----- Records

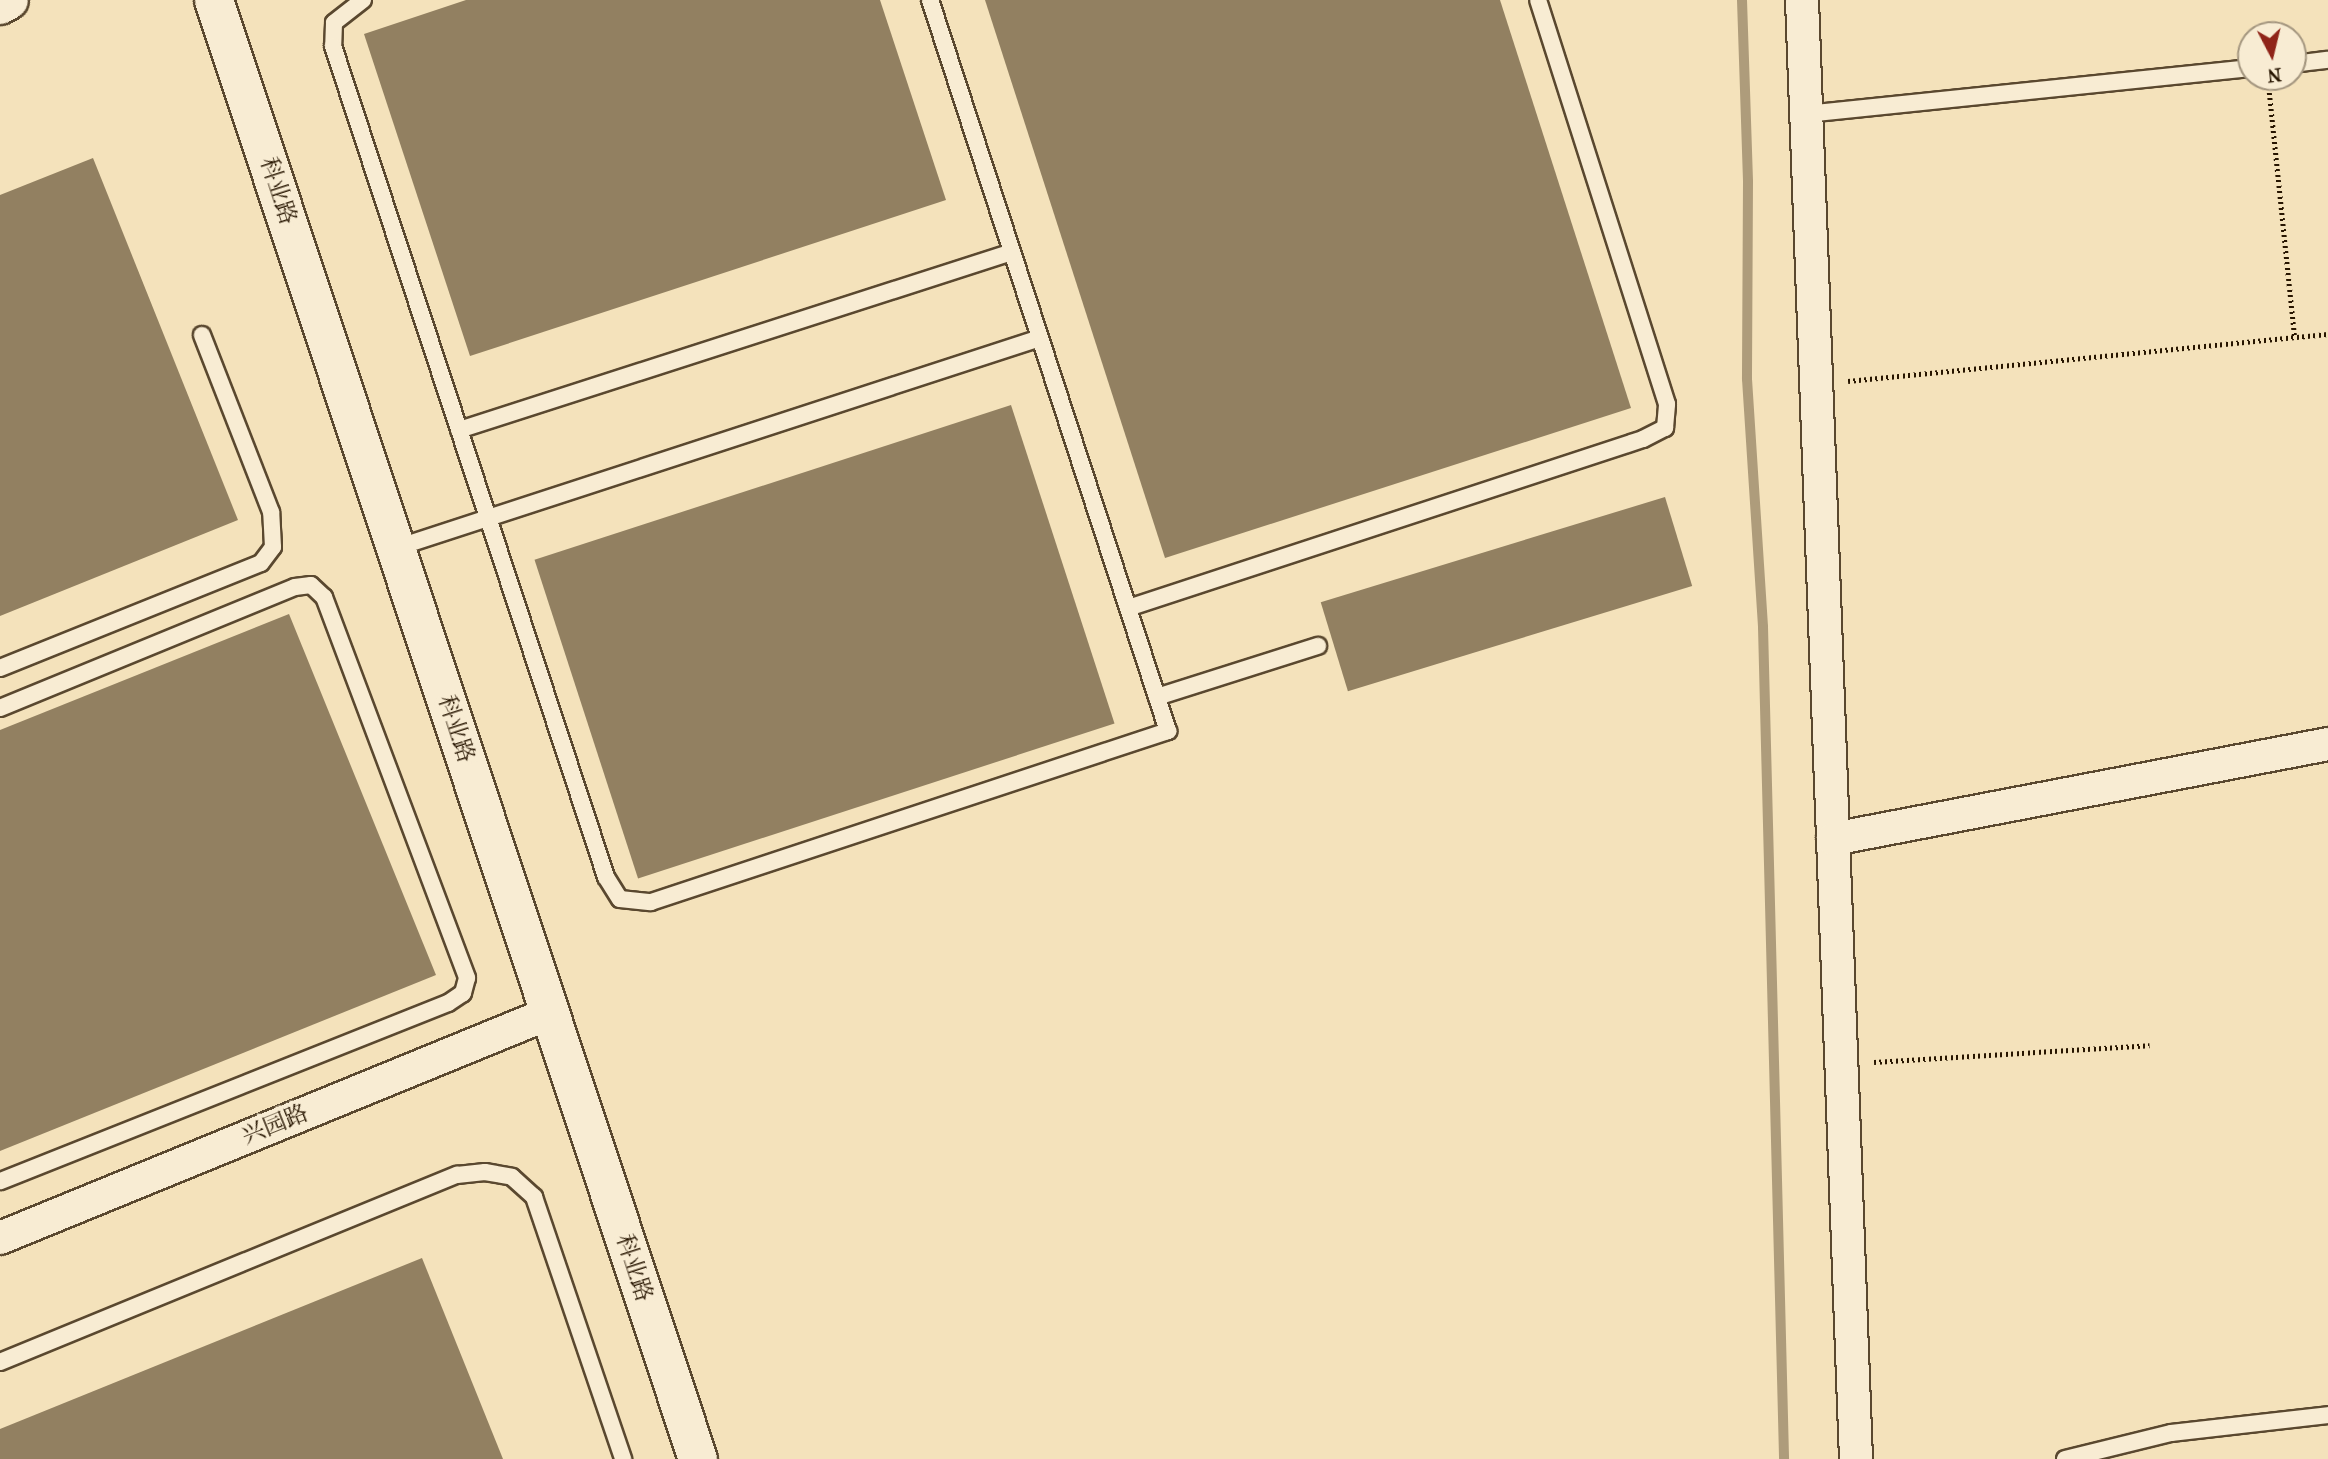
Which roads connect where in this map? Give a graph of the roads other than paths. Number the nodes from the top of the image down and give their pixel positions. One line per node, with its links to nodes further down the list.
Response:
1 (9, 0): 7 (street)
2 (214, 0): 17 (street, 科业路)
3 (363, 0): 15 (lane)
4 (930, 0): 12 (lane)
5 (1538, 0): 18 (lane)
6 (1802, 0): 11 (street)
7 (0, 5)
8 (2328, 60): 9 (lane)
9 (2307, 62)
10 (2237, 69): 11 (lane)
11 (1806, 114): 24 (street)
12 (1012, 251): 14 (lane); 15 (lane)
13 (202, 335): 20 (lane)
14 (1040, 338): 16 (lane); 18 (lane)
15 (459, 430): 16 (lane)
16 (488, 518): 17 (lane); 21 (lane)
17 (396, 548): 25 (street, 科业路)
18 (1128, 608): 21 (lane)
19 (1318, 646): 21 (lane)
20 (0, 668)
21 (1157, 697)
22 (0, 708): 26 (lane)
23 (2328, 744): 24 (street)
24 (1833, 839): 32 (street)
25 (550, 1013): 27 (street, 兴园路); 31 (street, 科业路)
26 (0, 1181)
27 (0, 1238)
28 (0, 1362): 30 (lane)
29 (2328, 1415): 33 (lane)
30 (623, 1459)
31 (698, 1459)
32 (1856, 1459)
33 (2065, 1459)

----------
----- Records

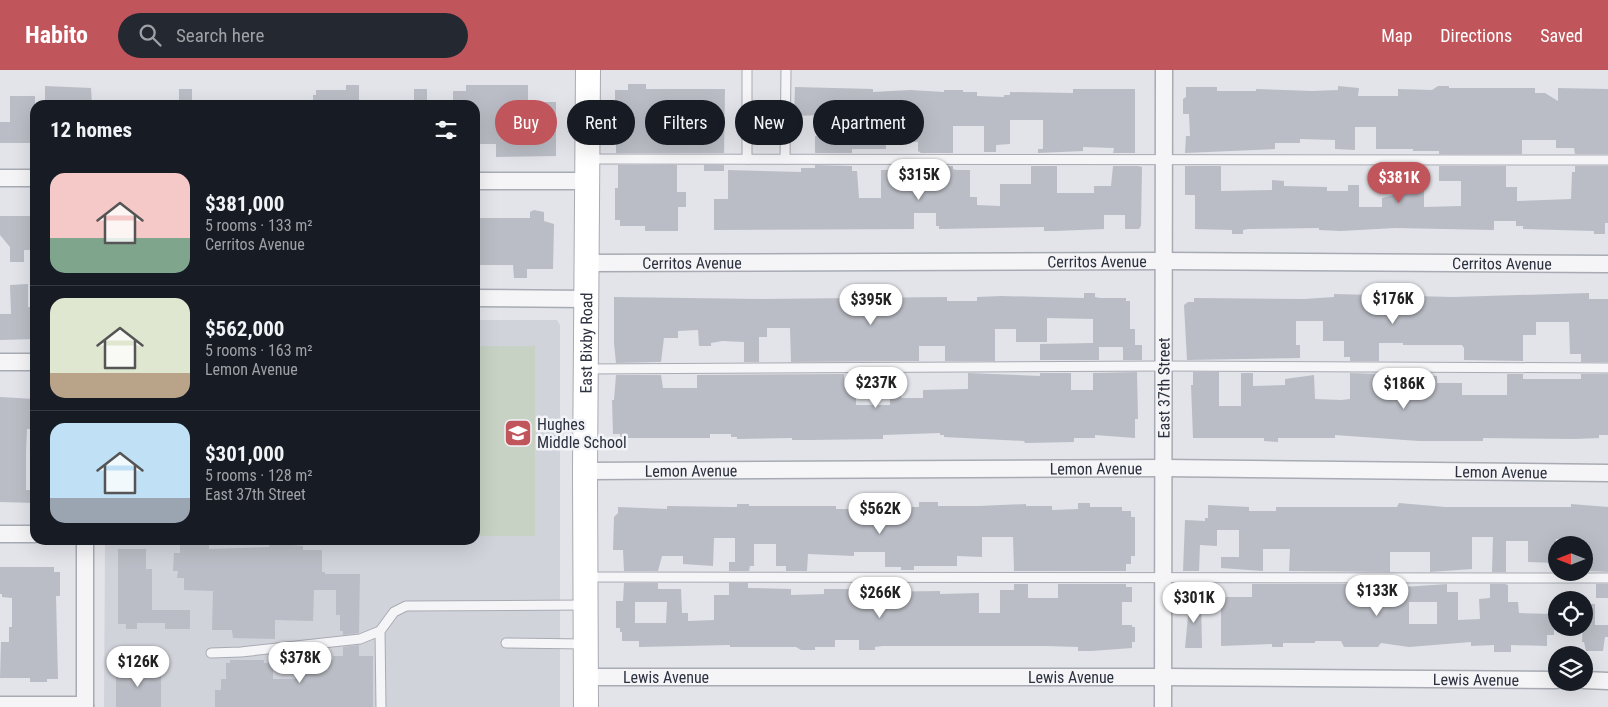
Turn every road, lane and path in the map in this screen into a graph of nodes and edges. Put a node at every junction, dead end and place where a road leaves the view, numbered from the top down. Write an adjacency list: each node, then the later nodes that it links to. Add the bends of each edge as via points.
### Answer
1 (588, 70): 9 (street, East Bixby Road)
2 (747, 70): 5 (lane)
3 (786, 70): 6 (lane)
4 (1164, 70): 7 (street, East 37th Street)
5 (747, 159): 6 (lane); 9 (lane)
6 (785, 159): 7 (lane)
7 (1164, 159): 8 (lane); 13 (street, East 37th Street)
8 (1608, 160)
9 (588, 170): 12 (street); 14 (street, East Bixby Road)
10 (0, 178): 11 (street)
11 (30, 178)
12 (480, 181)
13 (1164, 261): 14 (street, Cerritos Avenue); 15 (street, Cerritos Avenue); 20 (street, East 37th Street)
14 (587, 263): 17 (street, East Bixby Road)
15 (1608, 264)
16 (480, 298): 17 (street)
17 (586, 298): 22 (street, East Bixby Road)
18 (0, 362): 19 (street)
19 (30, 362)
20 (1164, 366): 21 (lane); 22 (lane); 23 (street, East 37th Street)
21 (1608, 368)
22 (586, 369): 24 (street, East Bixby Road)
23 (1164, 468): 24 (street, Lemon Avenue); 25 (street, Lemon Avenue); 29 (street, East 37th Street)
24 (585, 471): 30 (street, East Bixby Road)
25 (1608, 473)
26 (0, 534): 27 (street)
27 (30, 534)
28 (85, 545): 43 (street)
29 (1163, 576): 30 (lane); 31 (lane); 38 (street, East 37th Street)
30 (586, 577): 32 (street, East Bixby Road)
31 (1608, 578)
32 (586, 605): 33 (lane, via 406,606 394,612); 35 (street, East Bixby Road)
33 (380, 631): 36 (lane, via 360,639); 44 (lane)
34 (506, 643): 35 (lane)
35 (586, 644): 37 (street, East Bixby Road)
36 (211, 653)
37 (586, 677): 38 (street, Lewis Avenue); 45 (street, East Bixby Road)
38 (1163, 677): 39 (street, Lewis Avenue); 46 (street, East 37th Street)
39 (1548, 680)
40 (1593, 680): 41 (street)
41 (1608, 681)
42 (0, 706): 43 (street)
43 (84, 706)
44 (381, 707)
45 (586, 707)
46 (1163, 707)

----------

Counting every line of the records above that has the word "graph", state the total and give nothing besides it.

» **Finished exercise**
2